__Extracted data__.
_ _ _ _ _
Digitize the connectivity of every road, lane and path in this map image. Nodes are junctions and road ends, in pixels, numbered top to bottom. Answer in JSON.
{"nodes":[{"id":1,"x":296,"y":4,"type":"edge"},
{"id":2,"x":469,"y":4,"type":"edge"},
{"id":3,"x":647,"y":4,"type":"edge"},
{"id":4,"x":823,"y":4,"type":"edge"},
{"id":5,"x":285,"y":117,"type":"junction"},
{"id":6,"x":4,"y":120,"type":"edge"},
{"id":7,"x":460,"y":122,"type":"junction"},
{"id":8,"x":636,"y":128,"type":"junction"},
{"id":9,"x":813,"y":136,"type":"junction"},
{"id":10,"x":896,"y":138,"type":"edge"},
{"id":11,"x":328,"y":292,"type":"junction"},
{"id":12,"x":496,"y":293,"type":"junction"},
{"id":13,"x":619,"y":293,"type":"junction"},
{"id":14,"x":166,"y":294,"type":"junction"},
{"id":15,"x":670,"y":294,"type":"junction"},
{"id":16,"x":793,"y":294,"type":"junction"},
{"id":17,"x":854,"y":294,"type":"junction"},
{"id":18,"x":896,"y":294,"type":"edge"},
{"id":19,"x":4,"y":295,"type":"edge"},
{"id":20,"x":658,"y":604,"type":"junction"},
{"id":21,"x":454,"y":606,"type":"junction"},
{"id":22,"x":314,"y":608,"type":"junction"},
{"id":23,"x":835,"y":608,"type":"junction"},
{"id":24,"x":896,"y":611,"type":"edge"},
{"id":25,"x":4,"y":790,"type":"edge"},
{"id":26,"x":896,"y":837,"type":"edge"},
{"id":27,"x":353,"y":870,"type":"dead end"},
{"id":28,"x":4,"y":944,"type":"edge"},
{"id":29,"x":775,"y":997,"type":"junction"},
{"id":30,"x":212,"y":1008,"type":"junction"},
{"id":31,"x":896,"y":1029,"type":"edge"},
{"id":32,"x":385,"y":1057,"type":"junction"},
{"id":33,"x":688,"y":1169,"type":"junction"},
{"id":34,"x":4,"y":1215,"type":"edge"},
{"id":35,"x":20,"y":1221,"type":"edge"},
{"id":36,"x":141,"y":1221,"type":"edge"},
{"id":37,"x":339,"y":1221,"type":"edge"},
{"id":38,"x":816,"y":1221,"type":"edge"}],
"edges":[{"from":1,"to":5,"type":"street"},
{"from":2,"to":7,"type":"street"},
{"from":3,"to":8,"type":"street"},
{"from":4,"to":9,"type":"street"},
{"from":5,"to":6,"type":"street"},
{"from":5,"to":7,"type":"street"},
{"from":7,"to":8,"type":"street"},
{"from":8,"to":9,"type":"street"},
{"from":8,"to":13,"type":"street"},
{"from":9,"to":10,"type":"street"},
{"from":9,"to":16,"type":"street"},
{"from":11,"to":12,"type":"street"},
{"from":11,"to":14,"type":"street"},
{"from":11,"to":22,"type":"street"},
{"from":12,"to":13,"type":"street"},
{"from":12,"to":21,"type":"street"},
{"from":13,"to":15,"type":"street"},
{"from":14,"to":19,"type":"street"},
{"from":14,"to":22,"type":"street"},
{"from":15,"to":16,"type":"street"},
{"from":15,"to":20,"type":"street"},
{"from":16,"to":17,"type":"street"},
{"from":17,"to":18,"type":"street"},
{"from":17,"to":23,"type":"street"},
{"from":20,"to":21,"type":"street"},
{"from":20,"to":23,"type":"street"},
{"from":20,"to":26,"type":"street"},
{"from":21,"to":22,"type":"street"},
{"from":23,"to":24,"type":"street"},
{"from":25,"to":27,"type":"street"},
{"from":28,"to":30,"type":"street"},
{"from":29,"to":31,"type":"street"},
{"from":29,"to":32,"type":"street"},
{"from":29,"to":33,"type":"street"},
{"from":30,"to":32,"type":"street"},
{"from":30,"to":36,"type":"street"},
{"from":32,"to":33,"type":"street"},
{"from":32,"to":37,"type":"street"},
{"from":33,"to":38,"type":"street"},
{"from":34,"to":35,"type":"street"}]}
_ _ _ _ _
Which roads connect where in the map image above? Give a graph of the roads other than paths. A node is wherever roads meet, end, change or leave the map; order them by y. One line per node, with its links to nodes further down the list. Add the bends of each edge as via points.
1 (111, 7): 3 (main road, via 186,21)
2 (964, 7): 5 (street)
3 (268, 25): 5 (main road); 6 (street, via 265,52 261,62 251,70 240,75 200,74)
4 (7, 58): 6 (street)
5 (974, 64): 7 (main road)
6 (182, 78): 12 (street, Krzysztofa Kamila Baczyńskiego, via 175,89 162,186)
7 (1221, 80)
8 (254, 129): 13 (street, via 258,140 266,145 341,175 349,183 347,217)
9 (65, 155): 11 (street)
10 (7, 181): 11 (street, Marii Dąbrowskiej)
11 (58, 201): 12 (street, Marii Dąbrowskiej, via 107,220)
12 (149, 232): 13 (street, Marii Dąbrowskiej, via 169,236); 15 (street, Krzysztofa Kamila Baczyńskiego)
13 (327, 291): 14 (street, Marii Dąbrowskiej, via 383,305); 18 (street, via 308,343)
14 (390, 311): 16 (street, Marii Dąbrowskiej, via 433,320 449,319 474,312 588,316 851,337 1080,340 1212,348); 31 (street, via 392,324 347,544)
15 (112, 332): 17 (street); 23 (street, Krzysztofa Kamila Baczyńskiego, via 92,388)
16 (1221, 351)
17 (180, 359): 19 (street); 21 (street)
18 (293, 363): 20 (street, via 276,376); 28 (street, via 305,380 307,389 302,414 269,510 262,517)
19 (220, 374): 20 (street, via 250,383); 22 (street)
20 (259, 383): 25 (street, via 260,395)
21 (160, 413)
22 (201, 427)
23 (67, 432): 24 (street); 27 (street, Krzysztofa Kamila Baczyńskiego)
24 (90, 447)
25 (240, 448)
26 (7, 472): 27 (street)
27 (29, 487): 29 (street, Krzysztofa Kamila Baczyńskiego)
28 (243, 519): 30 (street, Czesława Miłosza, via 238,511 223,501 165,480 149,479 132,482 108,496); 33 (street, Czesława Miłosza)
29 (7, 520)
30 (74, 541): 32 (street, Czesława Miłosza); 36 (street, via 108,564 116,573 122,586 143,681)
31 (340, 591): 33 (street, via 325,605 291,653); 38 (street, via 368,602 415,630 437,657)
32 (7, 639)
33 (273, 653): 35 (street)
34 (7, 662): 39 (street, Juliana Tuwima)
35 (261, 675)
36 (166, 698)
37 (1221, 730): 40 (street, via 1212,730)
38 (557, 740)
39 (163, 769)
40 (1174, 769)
_ _ _ _ _
__Task requirements__.
Count up the lines of the listing in which the word "Miłosza" occurs, then state that number by itself.

__Solution to this task__.
2